Gold, Time, and the Difference between Storing and Building: Why we do not treat metals as long-term investments

William Bernstein wrote in The Four Pillars of Investing
“Over the past two millennia, gold’s real return seems to be zero: in ancient Rome an ounce of it bought a fine toga, and today it buys a good-quality men’s suit.” 

It is a powerful observation, not because it proves gold’s strength, but because it defines its role. After two thousand years, the purchasing power remains essentially unchanged. Gold has preserved. It has not compounded. 

That distinction matters. A store of value is not the same as an investment. An investment builds. It produces. It grows. In our opinion, gold does not. 

Yet precious metals continue to feel compelling because of how they behave. Their prices do not move gradually. They tend to rise in emotional bursts, often during moments of fear, inflation, or political stress. These periods can be dramatic and convincing. They feel like validation. 

What follows is rarely discussed. History shows that these surges are typically followed by long stretches of stagnation or decline. Years where metals underperform inflation and fall far behind productive assets. The rise is memorable. The waiting that follows is not. 

Nick Murray has long argued that the appeal of precious metals is emotional rather than economic. They thrive on anxiety and headlines, not on productivity. They do not create wealth. They simply move it between owners. They do not compound. They trade. 

There is also a practical question most investors never pause to ask: Why do you want to hold gold in the first place?

Once the motivation is clear, the form becomes just as important as the intent. If you are seeking something tangible or a hedge against the financial system itself, owning gold inside a financial wrapper does not solve that problem. It still relies on the same institutions, records, and intermediaries. 

If the concern is inflation, a financial structure may feel sufficient. But if the goal is protection, the more important question is: protection from what? 

Physical gold offers a different type of exposure, but it also introduces a different set of responsibilities.
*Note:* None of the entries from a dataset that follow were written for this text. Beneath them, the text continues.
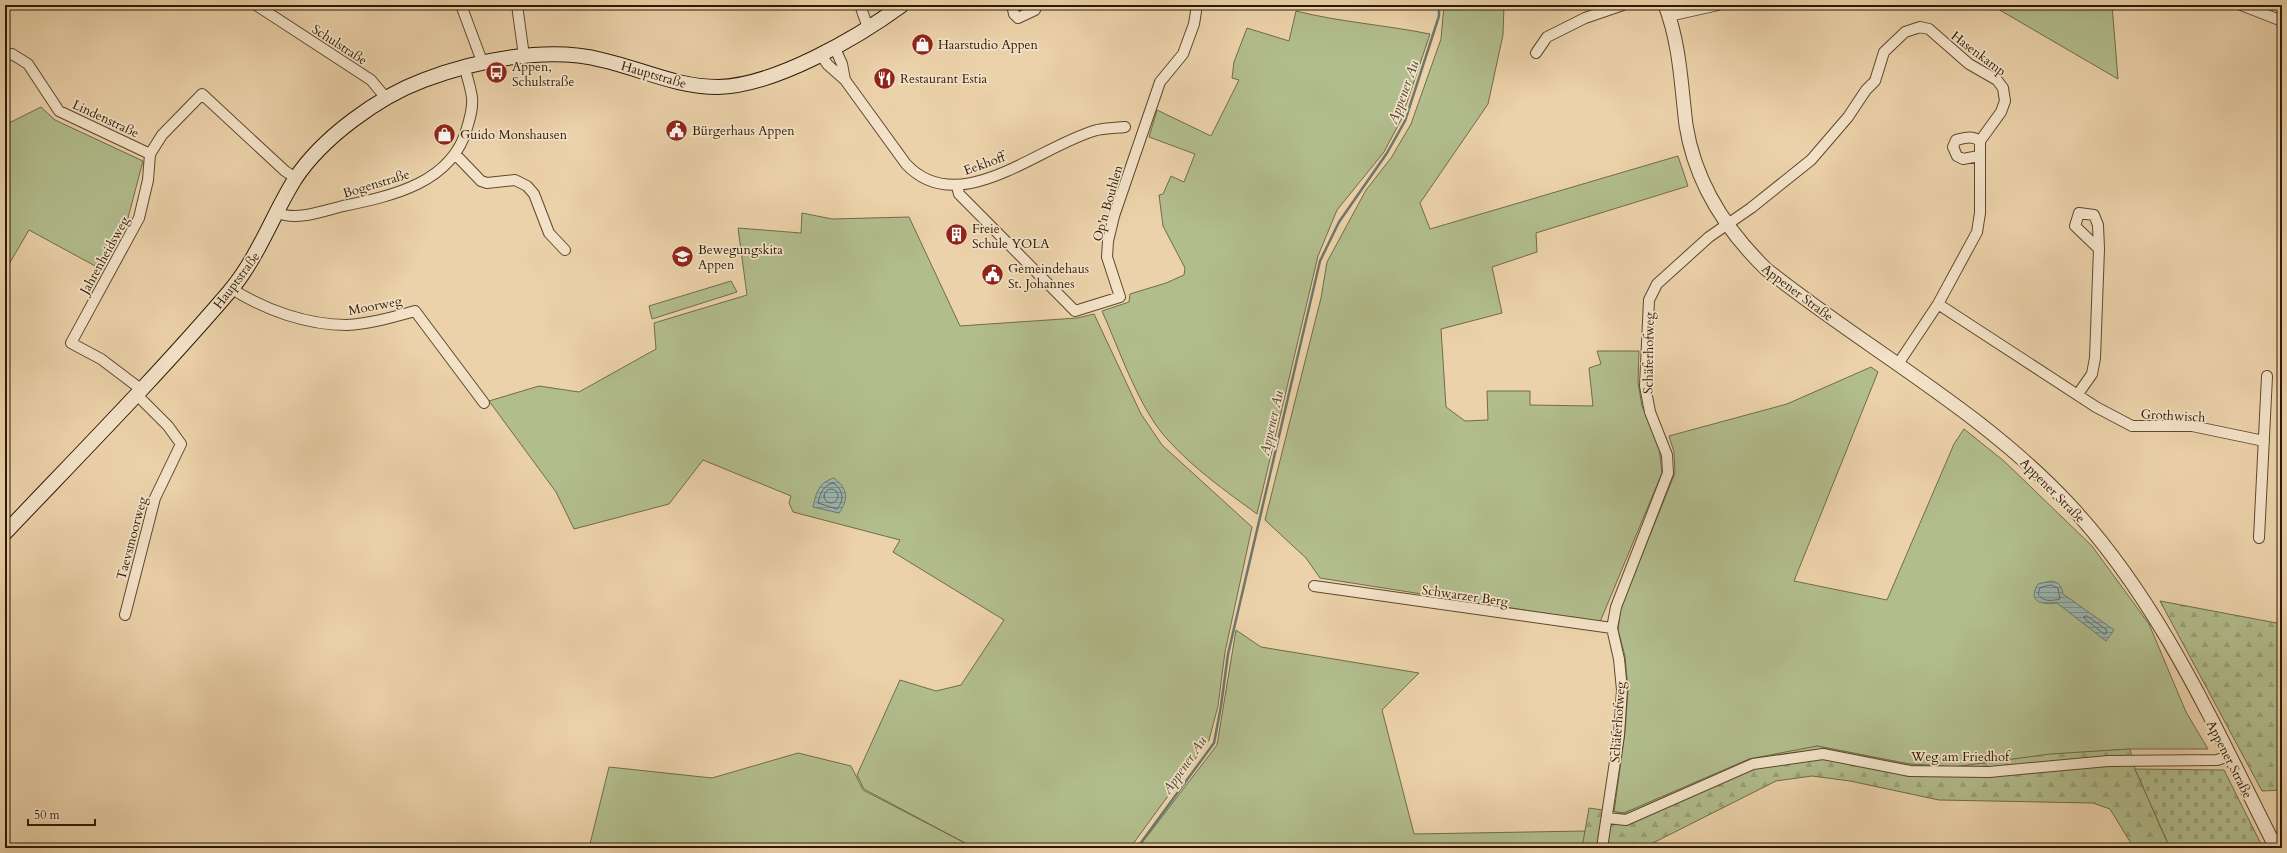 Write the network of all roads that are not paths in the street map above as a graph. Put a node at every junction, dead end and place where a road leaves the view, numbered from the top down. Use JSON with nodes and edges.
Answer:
{"nodes":[{"id":1,"x":256,"y":5,"type":"edge"},
{"id":2,"x":461,"y":5,"type":"edge"},
{"id":3,"x":517,"y":5,"type":"edge"},
{"id":4,"x":860,"y":5,"type":"edge"},
{"id":5,"x":902,"y":5,"type":"edge"},
{"id":6,"x":1012,"y":5,"type":"edge"},
{"id":7,"x":1030,"y":5,"type":"edge"},
{"id":8,"x":1197,"y":5,"type":"edge"},
{"id":9,"x":1623,"y":5,"type":"edge"},
{"id":10,"x":1718,"y":5,"type":"edge"},
{"id":11,"x":2241,"y":5,"type":"edge"},
{"id":12,"x":1667,"y":11,"type":"edge"},
{"id":13,"x":2282,"y":21,"type":"edge"},
{"id":14,"x":868,"y":28,"type":"junction"},
{"id":15,"x":834,"y":46,"type":"junction"},
{"id":16,"x":1536,"y":53,"type":"dead end"},
{"id":17,"x":820,"y":54,"type":"junction"},
{"id":18,"x":5,"y":56,"type":"edge"},
{"id":19,"x":524,"y":56,"type":"junction"},
{"id":20,"x":483,"y":64,"type":"junction"},
{"id":21,"x":465,"y":68,"type":"junction"},
{"id":22,"x":845,"y":80,"type":"junction"},
{"id":23,"x":386,"y":98,"type":"junction"},
{"id":24,"x":1125,"y":127,"type":"dead end"},
{"id":25,"x":1980,"y":142,"type":"junction"},
{"id":26,"x":150,"y":154,"type":"junction"},
{"id":27,"x":456,"y":155,"type":"junction"},
{"id":28,"x":1979,"y":156,"type":"junction"},
{"id":29,"x":296,"y":178,"type":"junction"},
{"id":30,"x":957,"y":186,"type":"junction"},
{"id":31,"x":278,"y":213,"type":"junction"},
{"id":32,"x":1725,"y":224,"type":"junction"},
{"id":33,"x":2099,"y":249,"type":"dead end"},
{"id":34,"x":564,"y":250,"type":"dead end"},
{"id":35,"x":232,"y":289,"type":"junction"},
{"id":36,"x":1938,"y":304,"type":"junction"},
{"id":37,"x":1898,"y":364,"type":"junction"},
{"id":38,"x":2267,"y":376,"type":"dead end"},
{"id":39,"x":139,"y":392,"type":"junction"},
{"id":40,"x":2078,"y":394,"type":"junction"},
{"id":41,"x":484,"y":403,"type":"dead end"},
{"id":42,"x":2264,"y":441,"type":"junction"},
{"id":43,"x":5,"y":533,"type":"edge"},
{"id":44,"x":2259,"y":538,"type":"dead end"},
{"id":45,"x":1314,"y":586,"type":"dead end"},
{"id":46,"x":125,"y":615,"type":"dead end"},
{"id":47,"x":1612,"y":628,"type":"junction"},
{"id":48,"x":2229,"y":756,"type":"junction"},
{"id":49,"x":1608,"y":818,"type":"junction"},
{"id":50,"x":1602,"y":848,"type":"edge"},
{"id":51,"x":2276,"y":848,"type":"edge"}],
"edges":[{"from":1,"to":23,"type":"street","name":"Schulstraße"},
{"from":2,"to":20,"type":"street"},
{"from":3,"to":19,"type":"street"},
{"from":4,"to":14,"type":"street"},
{"from":5,"to":14,"type":"main road","name":"Hauptstraße"},
{"from":6,"to":7,"type":"street"},
{"from":8,"to":30,"type":"street","name":"Op'n Bouhlen"},
{"from":9,"to":16,"type":"street"},
{"from":10,"to":12,"type":"street"},
{"from":11,"to":13,"type":"street"},
{"from":12,"to":32,"type":"street"},
{"from":14,"to":15,"type":"main road","name":"Hauptstraße"},
{"from":15,"to":17,"type":"main road","name":"Hauptstraße"},
{"from":15,"to":22,"type":"street","name":"Eekhoff"},
{"from":17,"to":19,"type":"main road","name":"Hauptstraße"},
{"from":17,"to":22,"type":"street","name":"Eekhoff"},
{"from":18,"to":26,"type":"street","name":"Lindenstraße"},
{"from":19,"to":20,"type":"main road","name":"Hauptstraße"},
{"from":20,"to":21,"type":"main road","name":"Hauptstraße"},
{"from":21,"to":23,"type":"main road","name":"Hauptstraße"},
{"from":21,"to":27,"type":"street","name":"Bogenstraße"},
{"from":22,"to":30,"type":"street","name":"Eekhoff"},
{"from":23,"to":29,"type":"main road","name":"Hauptstraße"},
{"from":24,"to":30,"type":"street","name":"Eekhoff"},
{"from":25,"to":28,"type":"street"},
{"from":25,"to":28,"type":"street"},
{"from":25,"to":32,"type":"street","name":"Hasenkamp"},
{"from":26,"to":29,"type":"street","name":"Jahrenheidsweg"},
{"from":26,"to":39,"type":"street","name":"Jahrenheidsweg"},
{"from":27,"to":31,"type":"street","name":"Bogenstraße"},
{"from":27,"to":34,"type":"street"},
{"from":28,"to":36,"type":"street"},
{"from":29,"to":31,"type":"main road","name":"Hauptstraße"},
{"from":31,"to":35,"type":"main road","name":"Hauptstraße"},
{"from":32,"to":37,"type":"street","name":"Appener Straße"},
{"from":32,"to":47,"type":"street","name":"Schäferhofweg"},
{"from":33,"to":40,"type":"street"},
{"from":35,"to":39,"type":"main road","name":"Hauptstraße"},
{"from":35,"to":41,"type":"street","name":"Moorweg"},
{"from":36,"to":37,"type":"street"},
{"from":36,"to":40,"type":"street"},
{"from":37,"to":48,"type":"street","name":"Appener Straße"},
{"from":38,"to":42,"type":"street"},
{"from":39,"to":43,"type":"main road","name":"Hauptstraße"},
{"from":39,"to":46,"type":"street","name":"Taevsmoorweg"},
{"from":40,"to":42,"type":"street","name":"Grothwisch"},
{"from":42,"to":44,"type":"street"},
{"from":45,"to":47,"type":"street","name":"Schwarzer Berg"},
{"from":47,"to":49,"type":"street","name":"Schäferhofweg"},
{"from":48,"to":49,"type":"street","name":"Weg am Friedhof"},
{"from":48,"to":51,"type":"street","name":"Appener Straße"},
{"from":49,"to":50,"type":"street","name":"Schäferhofweg"}]}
It requires decisions around storage, insurance, access, and security. The protection it provides is not automatic. It must be maintained. 
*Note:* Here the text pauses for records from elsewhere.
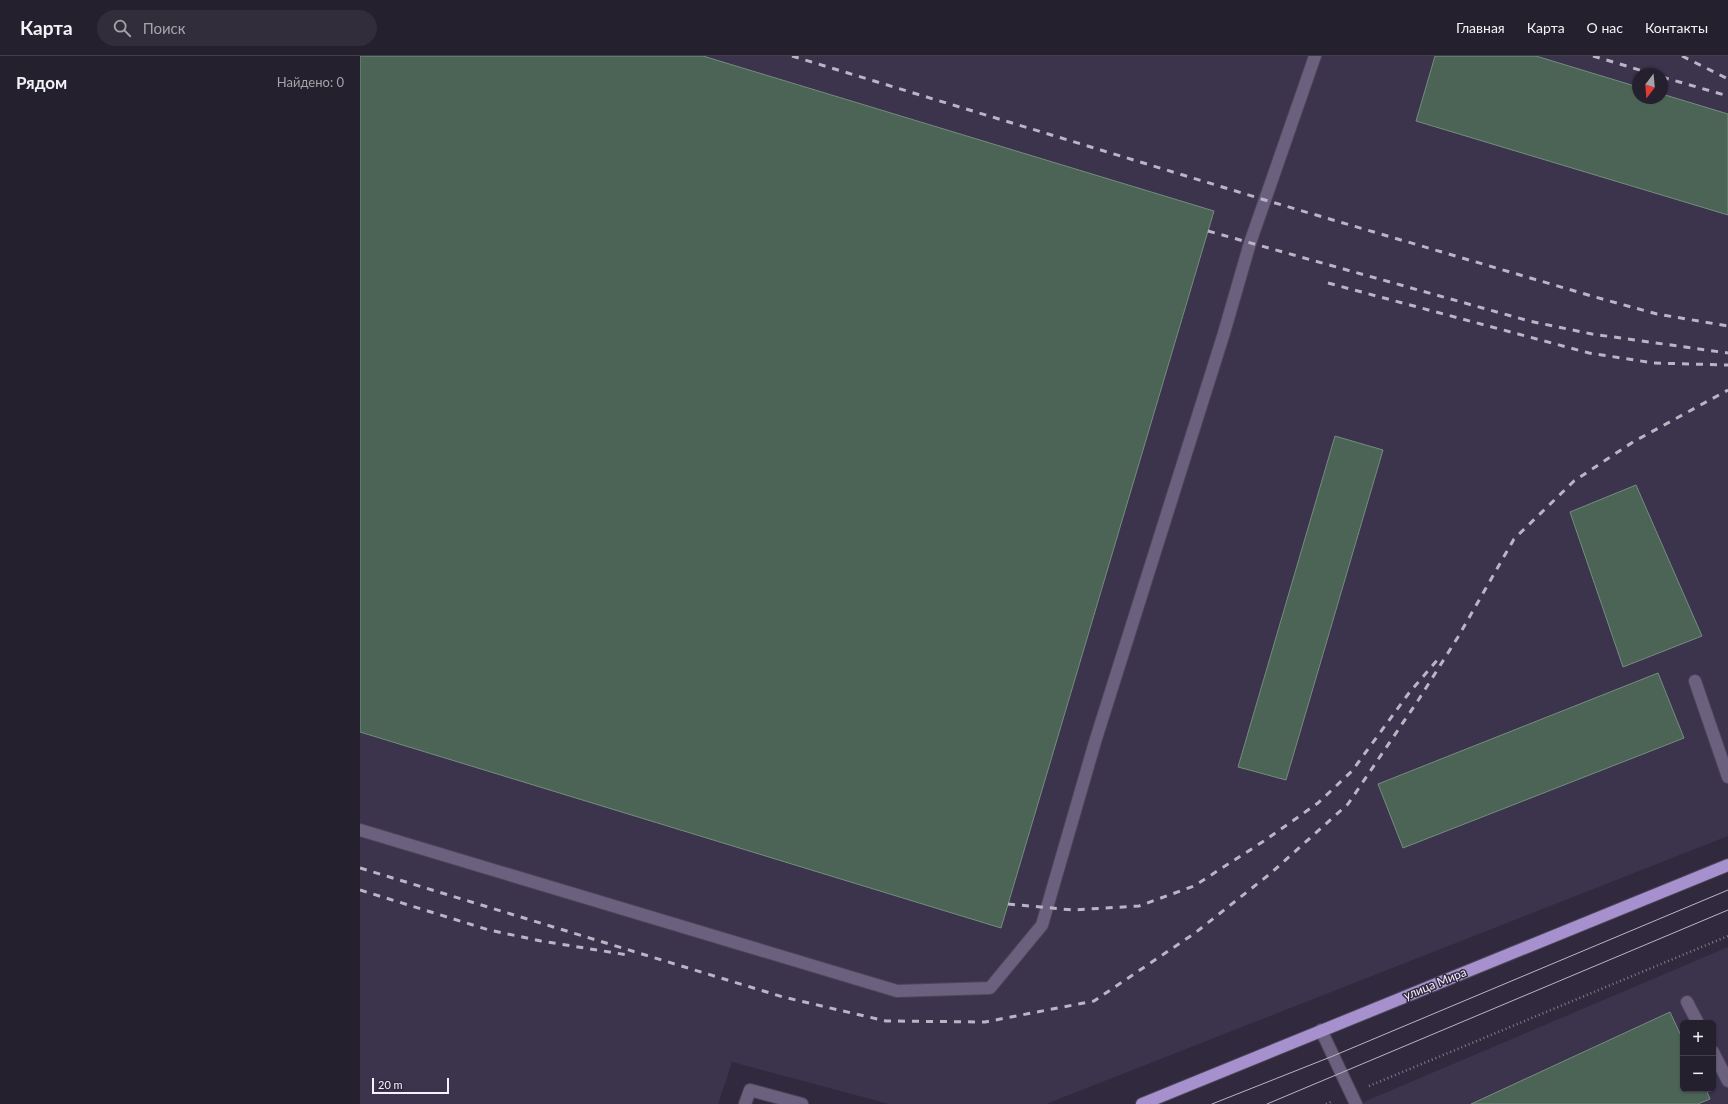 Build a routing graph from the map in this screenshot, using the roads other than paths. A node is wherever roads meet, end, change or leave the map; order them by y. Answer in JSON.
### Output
{"nodes":[{"id":1,"x":1314,"y":56,"type":"edge"},
{"id":2,"x":1695,"y":681,"type":"dead end"},
{"id":3,"x":1728,"y":777,"type":"edge"},
{"id":4,"x":360,"y":830,"type":"edge"},
{"id":5,"x":1728,"y":865,"type":"edge"},
{"id":6,"x":1687,"y":1002,"type":"dead end"},
{"id":7,"x":1696,"y":1020,"type":"edge"},
{"id":8,"x":1321,"y":1030,"type":"junction"},
{"id":9,"x":1715,"y":1056,"type":"edge"},
{"id":10,"x":1728,"y":1081,"type":"edge"},
{"id":11,"x":1353,"y":1099,"type":"edge"},
{"id":12,"x":745,"y":1104,"type":"edge"},
{"id":13,"x":802,"y":1104,"type":"edge"},
{"id":14,"x":1142,"y":1104,"type":"edge"}],
"edges":[{"from":1,"to":4,"type":"lane"},
{"from":2,"to":3,"type":"lane"},
{"from":5,"to":8,"type":"main road","name":"улица Мира"},
{"from":6,"to":7,"type":"lane"},
{"from":8,"to":11,"type":"lane"},
{"from":8,"to":14,"type":"main road","name":"улица Мира"},
{"from":9,"to":10,"type":"lane"},
{"from":12,"to":13,"type":"lane"}]}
When we refer to gold here, we are speaking about precious metals as a category, such as gold and silver. We are not referring to other tangible or alternative assets that may be valuable for different reasons. 

There is also a second decision within the first. Do you want physical metal that must be stored, insured, and secured, producing nothing while it sits? Or do you want miners, which are not metals at all, but operating businesses subject to management risk, political risk, cost pressures, and operational challenges? These are very different exposures. Both can be volatile. Neither behaves like a traditional long-term investment. 

Can you make money in precious metals? Of course. 
Can you lose money in precious metals? Of course. 

We are not opposed to owning them. When used thoughtfully, a small allocation can serve as a stabilizing or diversifying element for some families. We are happy to help facilitate that ownership within your portfolio, with clear expectations and perspective. 

Our role is to help you understand the difference between storing value and building it. Our focus is not on reacting to fear. It is on constructing something that endures. 

We are always in pursuit of enabling your dreams, one disciplined decision at a time.

The opinions voiced in this material are for general information only and are not intended to provide specific advice or recommendations for any individual. All performance referenced is historical and is no guarantee of future results. All indices are unmanaged and may not be invested into directly.